Leveraging
Protocol Knowledge in Slack Matching
Tuesday October 31, 2006
Hamerschlag Hall D-210
4:30 pm
Girish
Venkataramani
Carnegie Mellon University
Stalls, due to mis-matches in communication rates, are a major performance
obstacle in pipelined circuits. If the rate of data production is faster
than the rate of consumption, the resulting design performs slower than when
the communication rate is matched. This can be remedied by inserting pipeline
buffers (to temporarily hold data), allowing the producer to proceed if the
consumer is not ready to accept data. The problem of deciding which channels
need these buffers (and how many) for an arbitrary communication profile is
called the slack matching problem; the optimal solution to this problem has
been shown to be NP-complete.
In this talk, I will present a heuristic that uses knowledge of the
communication protocol to explicitly model these bottlenecks, and an iterative
algorithm to progressively remove these bottlenecks by inserting buffers. I
will show how this approach naturally handles large designs with arbitrarily
cyclic and acyclic topologies, and which exhibit various types of control choice.

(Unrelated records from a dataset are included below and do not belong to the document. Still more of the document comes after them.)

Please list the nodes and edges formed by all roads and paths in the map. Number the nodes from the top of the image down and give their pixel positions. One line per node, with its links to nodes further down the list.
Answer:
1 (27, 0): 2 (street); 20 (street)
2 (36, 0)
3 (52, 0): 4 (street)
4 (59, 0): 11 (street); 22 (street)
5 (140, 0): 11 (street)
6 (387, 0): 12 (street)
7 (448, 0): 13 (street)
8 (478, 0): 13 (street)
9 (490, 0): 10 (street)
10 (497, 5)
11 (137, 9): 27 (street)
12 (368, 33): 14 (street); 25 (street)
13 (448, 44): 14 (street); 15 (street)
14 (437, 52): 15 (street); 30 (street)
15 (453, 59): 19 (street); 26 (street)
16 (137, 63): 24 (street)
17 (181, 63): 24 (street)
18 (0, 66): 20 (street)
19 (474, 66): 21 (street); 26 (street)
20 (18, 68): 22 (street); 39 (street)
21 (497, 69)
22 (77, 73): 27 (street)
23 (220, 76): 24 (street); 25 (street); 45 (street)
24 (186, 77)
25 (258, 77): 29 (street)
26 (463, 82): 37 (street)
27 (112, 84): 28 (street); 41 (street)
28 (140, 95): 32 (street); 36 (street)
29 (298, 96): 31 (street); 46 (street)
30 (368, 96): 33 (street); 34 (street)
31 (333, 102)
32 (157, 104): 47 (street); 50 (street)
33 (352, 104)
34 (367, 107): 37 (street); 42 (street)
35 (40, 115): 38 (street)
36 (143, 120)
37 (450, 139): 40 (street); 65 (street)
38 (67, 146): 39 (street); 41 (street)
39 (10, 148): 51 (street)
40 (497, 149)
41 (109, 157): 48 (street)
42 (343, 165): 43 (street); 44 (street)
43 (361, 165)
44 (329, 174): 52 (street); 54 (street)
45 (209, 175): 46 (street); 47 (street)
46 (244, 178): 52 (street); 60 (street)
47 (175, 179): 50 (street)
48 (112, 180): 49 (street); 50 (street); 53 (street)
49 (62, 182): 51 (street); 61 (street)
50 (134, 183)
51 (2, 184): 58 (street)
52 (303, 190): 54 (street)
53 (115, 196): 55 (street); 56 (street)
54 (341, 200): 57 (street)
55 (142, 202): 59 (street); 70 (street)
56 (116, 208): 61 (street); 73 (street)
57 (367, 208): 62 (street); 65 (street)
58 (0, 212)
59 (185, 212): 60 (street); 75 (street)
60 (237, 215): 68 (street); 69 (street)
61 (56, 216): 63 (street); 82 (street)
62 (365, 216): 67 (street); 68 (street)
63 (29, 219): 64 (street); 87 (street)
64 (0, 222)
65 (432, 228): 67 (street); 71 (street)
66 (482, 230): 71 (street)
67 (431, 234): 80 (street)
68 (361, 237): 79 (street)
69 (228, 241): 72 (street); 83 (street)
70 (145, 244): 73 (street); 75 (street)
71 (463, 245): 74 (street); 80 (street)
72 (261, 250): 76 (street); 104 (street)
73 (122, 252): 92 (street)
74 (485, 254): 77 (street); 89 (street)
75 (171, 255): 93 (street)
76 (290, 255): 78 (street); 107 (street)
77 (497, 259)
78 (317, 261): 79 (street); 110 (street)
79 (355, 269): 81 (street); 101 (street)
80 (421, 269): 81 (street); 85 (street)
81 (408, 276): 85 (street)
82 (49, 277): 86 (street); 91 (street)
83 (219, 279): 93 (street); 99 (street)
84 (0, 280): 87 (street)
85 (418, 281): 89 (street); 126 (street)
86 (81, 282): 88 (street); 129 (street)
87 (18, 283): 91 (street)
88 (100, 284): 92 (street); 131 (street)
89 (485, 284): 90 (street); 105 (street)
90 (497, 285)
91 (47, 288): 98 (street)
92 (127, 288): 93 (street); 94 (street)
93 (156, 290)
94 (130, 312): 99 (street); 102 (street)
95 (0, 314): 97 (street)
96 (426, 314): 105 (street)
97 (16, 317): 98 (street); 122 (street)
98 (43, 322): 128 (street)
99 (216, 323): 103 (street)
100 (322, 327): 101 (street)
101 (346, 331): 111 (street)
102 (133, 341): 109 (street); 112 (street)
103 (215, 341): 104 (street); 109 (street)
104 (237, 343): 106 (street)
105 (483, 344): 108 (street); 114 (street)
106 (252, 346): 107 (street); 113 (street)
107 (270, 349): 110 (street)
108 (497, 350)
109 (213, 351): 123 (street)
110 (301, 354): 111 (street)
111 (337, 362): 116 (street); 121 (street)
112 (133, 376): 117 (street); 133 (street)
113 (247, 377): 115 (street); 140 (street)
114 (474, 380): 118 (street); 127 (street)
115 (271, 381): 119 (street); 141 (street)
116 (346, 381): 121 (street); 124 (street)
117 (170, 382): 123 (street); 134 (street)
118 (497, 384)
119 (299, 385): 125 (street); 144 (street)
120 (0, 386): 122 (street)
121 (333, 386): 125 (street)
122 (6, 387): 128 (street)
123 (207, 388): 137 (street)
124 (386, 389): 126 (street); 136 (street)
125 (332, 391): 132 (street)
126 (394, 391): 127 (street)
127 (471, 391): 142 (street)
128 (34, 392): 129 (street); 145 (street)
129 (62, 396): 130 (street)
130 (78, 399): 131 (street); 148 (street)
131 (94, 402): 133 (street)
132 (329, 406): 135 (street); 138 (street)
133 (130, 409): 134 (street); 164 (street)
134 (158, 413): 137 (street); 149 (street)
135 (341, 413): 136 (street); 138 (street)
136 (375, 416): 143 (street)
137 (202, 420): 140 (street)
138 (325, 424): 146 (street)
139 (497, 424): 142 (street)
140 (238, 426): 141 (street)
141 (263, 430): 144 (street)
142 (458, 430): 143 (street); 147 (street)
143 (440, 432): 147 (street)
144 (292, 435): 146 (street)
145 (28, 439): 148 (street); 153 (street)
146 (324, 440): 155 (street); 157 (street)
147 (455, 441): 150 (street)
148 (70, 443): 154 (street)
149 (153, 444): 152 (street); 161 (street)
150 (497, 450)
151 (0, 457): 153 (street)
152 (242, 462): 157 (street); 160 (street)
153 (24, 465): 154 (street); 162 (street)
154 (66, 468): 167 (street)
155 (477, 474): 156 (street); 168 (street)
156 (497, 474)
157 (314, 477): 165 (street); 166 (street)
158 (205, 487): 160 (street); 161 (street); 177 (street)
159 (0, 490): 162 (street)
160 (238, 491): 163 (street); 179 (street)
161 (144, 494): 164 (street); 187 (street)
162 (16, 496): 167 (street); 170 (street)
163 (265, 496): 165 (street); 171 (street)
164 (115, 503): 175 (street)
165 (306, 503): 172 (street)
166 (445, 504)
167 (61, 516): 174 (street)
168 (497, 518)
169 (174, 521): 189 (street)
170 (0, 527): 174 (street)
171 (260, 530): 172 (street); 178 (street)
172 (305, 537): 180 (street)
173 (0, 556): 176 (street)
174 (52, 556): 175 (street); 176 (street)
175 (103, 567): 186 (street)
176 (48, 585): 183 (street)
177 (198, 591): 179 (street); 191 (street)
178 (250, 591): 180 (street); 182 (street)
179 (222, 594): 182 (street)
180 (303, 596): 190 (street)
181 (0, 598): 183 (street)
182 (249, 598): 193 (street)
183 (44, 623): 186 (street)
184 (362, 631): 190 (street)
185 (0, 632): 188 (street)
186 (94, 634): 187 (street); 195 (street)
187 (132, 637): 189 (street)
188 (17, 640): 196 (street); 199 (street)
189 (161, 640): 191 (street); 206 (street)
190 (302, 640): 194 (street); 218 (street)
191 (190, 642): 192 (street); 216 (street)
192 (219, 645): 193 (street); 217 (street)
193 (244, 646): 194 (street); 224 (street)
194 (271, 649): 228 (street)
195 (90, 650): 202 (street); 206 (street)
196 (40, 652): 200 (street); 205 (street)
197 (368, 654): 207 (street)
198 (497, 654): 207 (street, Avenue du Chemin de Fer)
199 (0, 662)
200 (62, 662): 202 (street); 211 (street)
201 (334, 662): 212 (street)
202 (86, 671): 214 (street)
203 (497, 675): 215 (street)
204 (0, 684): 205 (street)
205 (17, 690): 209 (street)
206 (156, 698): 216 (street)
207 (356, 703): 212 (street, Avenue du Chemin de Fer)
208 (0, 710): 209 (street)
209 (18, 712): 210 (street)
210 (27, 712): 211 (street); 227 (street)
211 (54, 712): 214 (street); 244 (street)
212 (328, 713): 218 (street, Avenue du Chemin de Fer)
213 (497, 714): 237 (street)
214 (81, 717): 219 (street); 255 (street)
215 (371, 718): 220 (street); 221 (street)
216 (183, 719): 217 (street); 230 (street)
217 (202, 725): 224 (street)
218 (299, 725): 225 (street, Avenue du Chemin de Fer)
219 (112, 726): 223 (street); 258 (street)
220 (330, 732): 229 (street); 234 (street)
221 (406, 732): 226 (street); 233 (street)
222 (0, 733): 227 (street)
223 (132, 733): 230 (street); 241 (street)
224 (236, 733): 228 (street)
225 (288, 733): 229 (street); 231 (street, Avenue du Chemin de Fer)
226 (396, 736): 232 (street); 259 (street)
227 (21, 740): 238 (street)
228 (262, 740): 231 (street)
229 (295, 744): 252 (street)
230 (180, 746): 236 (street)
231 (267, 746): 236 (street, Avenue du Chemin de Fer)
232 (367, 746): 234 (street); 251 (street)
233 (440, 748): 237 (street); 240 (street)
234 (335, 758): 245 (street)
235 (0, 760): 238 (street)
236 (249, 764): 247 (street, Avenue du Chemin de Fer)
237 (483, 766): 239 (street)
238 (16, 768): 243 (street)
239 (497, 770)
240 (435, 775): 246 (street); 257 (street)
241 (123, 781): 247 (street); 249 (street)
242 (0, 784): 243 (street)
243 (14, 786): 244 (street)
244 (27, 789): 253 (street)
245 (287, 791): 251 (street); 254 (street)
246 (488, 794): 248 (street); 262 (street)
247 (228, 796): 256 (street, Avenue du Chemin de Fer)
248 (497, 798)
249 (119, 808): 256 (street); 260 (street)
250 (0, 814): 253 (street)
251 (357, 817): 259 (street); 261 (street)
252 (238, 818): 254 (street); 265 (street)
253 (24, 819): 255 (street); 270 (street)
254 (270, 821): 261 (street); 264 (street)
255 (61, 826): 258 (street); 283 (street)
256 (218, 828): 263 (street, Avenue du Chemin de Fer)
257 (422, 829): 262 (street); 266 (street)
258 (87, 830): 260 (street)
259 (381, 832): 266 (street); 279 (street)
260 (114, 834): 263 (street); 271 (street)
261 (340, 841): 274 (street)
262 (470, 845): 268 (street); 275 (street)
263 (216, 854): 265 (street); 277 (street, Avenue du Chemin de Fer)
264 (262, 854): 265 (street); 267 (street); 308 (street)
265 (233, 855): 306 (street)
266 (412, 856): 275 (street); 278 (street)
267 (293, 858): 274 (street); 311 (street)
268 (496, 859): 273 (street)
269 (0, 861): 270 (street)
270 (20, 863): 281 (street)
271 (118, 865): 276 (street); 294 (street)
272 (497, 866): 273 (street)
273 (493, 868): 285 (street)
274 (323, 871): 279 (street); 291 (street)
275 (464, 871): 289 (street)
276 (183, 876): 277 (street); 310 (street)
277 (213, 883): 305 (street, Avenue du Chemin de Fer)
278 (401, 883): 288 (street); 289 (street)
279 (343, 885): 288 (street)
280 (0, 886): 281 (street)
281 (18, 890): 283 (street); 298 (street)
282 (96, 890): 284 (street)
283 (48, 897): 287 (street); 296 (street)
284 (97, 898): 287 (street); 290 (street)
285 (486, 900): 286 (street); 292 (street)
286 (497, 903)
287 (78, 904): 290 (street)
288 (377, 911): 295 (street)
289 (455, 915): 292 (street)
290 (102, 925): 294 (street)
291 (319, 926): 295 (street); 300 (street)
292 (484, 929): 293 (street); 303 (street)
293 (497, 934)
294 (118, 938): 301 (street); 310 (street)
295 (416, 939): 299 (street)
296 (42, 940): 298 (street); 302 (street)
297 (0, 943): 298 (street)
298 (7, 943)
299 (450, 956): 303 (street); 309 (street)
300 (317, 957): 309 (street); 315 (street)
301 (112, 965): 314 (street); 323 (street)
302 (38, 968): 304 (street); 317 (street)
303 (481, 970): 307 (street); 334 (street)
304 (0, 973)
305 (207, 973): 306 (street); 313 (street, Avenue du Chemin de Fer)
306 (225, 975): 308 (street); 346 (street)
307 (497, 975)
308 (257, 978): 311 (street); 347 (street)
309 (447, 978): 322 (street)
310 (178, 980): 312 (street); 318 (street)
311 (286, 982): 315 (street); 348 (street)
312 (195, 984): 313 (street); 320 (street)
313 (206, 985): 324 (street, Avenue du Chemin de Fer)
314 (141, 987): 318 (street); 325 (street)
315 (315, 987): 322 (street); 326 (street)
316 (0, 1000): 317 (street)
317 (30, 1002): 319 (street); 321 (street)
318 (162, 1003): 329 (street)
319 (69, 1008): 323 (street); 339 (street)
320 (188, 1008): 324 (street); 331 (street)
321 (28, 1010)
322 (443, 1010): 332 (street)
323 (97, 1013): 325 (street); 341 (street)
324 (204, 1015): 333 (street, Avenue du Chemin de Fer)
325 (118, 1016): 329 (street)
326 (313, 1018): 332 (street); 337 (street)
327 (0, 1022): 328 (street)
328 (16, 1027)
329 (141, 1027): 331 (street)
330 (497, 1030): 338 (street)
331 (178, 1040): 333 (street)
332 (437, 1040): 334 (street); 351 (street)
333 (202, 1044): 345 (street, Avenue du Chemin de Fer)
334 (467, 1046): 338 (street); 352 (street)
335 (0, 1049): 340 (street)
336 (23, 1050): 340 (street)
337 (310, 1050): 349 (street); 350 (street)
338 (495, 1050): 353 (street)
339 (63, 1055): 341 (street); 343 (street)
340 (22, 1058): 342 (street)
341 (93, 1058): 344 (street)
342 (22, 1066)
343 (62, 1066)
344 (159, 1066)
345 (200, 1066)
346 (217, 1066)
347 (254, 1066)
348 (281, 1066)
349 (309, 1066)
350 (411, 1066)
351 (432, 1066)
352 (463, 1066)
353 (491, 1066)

The heuristic is efficient, achieving linear time complexity in practice, and
produces solutions that (a) achieve up to 60% performance speedup on large
media processing kernels, and (b) can either be verified to be optimal, or the
approximation margin can be bounded. I will be presenting this paper at ICCAD 2006.
Girish is an n-th year Phd student, who has spent the last few years
understanding the nature of asynchronous circuits, hardware compilation, and
large, coarse-grained reconfigurable fabrics. He is part of the Phoenix team
supervised by his adviser, Seth Goldstein.